Nothing in the records may be changed; retype them in full.
(DATA FOR REVIEW Opens)
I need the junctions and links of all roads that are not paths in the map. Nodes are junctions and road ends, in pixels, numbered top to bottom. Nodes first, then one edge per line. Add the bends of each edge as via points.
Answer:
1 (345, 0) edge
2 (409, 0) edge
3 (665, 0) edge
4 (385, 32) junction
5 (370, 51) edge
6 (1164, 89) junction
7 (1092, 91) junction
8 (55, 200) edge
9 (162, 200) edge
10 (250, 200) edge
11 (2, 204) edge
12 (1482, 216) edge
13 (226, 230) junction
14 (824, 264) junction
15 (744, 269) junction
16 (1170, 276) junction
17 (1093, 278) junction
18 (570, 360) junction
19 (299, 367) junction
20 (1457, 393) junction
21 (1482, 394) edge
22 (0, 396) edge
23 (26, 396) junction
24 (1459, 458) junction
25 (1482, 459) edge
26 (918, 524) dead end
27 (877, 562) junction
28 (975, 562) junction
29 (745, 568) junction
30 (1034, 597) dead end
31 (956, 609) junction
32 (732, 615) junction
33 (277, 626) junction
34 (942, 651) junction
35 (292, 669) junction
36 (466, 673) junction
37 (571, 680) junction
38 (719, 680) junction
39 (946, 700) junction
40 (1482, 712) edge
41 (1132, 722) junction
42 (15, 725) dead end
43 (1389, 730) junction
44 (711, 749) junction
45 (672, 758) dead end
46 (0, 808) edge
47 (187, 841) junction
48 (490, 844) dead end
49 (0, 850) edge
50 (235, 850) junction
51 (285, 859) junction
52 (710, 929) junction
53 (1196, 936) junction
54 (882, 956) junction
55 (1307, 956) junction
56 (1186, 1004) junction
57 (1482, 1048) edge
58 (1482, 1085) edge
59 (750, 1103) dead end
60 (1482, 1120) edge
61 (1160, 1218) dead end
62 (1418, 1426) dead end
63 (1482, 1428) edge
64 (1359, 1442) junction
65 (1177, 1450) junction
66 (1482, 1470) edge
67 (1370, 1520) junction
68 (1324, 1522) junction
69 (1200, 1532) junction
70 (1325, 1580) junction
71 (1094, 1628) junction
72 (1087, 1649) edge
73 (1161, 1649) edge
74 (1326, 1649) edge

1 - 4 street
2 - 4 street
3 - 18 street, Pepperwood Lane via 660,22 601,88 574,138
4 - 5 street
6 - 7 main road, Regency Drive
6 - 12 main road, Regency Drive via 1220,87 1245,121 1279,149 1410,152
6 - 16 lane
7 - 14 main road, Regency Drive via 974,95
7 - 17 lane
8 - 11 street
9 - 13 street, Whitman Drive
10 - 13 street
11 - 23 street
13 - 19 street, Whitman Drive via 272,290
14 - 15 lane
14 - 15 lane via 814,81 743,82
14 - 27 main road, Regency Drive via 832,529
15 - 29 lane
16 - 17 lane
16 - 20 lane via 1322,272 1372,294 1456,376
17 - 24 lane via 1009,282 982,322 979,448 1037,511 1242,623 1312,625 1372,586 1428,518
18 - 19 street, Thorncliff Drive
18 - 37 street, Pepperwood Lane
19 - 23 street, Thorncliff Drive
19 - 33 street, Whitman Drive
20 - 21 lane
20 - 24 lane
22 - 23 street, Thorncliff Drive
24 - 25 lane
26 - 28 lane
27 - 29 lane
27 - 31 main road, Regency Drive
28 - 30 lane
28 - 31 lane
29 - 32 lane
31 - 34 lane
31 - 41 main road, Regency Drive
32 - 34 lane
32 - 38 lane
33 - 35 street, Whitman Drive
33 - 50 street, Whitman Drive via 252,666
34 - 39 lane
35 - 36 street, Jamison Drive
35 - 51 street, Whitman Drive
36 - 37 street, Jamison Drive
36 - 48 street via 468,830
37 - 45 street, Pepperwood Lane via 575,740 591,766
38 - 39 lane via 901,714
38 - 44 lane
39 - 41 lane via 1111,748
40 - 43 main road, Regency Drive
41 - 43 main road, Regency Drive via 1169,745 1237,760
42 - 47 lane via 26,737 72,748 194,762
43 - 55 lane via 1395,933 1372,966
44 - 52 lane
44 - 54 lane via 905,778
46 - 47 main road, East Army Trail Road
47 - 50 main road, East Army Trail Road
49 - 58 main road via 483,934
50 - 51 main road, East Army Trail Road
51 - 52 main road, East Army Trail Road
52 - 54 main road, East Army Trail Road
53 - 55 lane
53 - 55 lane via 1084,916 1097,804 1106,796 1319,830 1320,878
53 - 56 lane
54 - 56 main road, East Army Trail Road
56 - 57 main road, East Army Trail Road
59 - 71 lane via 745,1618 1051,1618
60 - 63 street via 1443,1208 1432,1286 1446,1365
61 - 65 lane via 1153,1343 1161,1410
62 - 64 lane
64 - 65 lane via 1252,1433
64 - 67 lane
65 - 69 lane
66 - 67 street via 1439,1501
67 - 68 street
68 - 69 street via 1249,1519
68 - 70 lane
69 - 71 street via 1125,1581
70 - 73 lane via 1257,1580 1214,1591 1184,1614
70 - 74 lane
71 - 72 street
(DATA FOR REVIEW Closes)
ANSWER FOR THIS EXERCISE:
I need the junctions and links of all roads that are not paths in the map. Nodes are junctions and road ends, in pixels, numbered top to bottom. Nodes first, then one edge per line. Add the bends of each edge as via points.
Answer:
1 (345, 0) edge
2 (409, 0) edge
3 (665, 0) edge
4 (385, 32) junction
5 (370, 51) edge
6 (1164, 89) junction
7 (1092, 91) junction
8 (55, 200) edge
9 (162, 200) edge
10 (250, 200) edge
11 (2, 204) edge
12 (1482, 216) edge
13 (226, 230) junction
14 (824, 264) junction
15 (744, 269) junction
16 (1170, 276) junction
17 (1093, 278) junction
18 (570, 360) junction
19 (299, 367) junction
20 (1457, 393) junction
21 (1482, 394) edge
22 (0, 396) edge
23 (26, 396) junction
24 (1459, 458) junction
25 (1482, 459) edge
26 (918, 524) dead end
27 (877, 562) junction
28 (975, 562) junction
29 (745, 568) junction
30 (1034, 597) dead end
31 (956, 609) junction
32 (732, 615) junction
33 (277, 626) junction
34 (942, 651) junction
35 (292, 669) junction
36 (466, 673) junction
37 (571, 680) junction
38 (719, 680) junction
39 (946, 700) junction
40 (1482, 712) edge
41 (1132, 722) junction
42 (15, 725) dead end
43 (1389, 730) junction
44 (711, 749) junction
45 (672, 758) dead end
46 (0, 808) edge
47 (187, 841) junction
48 (490, 844) dead end
49 (0, 850) edge
50 (235, 850) junction
51 (285, 859) junction
52 (710, 929) junction
53 (1196, 936) junction
54 (882, 956) junction
55 (1307, 956) junction
56 (1186, 1004) junction
57 (1482, 1048) edge
58 (1482, 1085) edge
59 (750, 1103) dead end
60 (1482, 1120) edge
61 (1160, 1218) dead end
62 (1418, 1426) dead end
63 (1482, 1428) edge
64 (1359, 1442) junction
65 (1177, 1450) junction
66 (1482, 1470) edge
67 (1370, 1520) junction
68 (1324, 1522) junction
69 (1200, 1532) junction
70 (1325, 1580) junction
71 (1094, 1628) junction
72 (1087, 1649) edge
73 (1161, 1649) edge
74 (1326, 1649) edge

1 - 4 street
2 - 4 street
3 - 18 street, Pepperwood Lane via 660,22 601,88 574,138
4 - 5 street
6 - 7 main road, Regency Drive
6 - 12 main road, Regency Drive via 1220,87 1245,121 1279,149 1410,152
6 - 16 lane
7 - 14 main road, Regency Drive via 974,95
7 - 17 lane
8 - 11 street
9 - 13 street, Whitman Drive
10 - 13 street
11 - 23 street
13 - 19 street, Whitman Drive via 272,290
14 - 15 lane
14 - 15 lane via 814,81 743,82
14 - 27 main road, Regency Drive via 832,529
15 - 29 lane
16 - 17 lane
16 - 20 lane via 1322,272 1372,294 1456,376
17 - 24 lane via 1009,282 982,322 979,448 1037,511 1242,623 1312,625 1372,586 1428,518
18 - 19 street, Thorncliff Drive
18 - 37 street, Pepperwood Lane
19 - 23 street, Thorncliff Drive
19 - 33 street, Whitman Drive
20 - 21 lane
20 - 24 lane
22 - 23 street, Thorncliff Drive
24 - 25 lane
26 - 28 lane
27 - 29 lane
27 - 31 main road, Regency Drive
28 - 30 lane
28 - 31 lane
29 - 32 lane
31 - 34 lane
31 - 41 main road, Regency Drive
32 - 34 lane
32 - 38 lane
33 - 35 street, Whitman Drive
33 - 50 street, Whitman Drive via 252,666
34 - 39 lane
35 - 36 street, Jamison Drive
35 - 51 street, Whitman Drive
36 - 37 street, Jamison Drive
36 - 48 street via 468,830
37 - 45 street, Pepperwood Lane via 575,740 591,766
38 - 39 lane via 901,714
38 - 44 lane
39 - 41 lane via 1111,748
40 - 43 main road, Regency Drive
41 - 43 main road, Regency Drive via 1169,745 1237,760
42 - 47 lane via 26,737 72,748 194,762
43 - 55 lane via 1395,933 1372,966
44 - 52 lane
44 - 54 lane via 905,778
46 - 47 main road, East Army Trail Road
47 - 50 main road, East Army Trail Road
49 - 58 main road via 483,934
50 - 51 main road, East Army Trail Road
51 - 52 main road, East Army Trail Road
52 - 54 main road, East Army Trail Road
53 - 55 lane
53 - 55 lane via 1084,916 1097,804 1106,796 1319,830 1320,878
53 - 56 lane
54 - 56 main road, East Army Trail Road
56 - 57 main road, East Army Trail Road
59 - 71 lane via 745,1618 1051,1618
60 - 63 street via 1443,1208 1432,1286 1446,1365
61 - 65 lane via 1153,1343 1161,1410
62 - 64 lane
64 - 65 lane via 1252,1433
64 - 67 lane
65 - 69 lane
66 - 67 street via 1439,1501
67 - 68 street
68 - 69 street via 1249,1519
68 - 70 lane
69 - 71 street via 1125,1581
70 - 73 lane via 1257,1580 1214,1591 1184,1614
70 - 74 lane
71 - 72 street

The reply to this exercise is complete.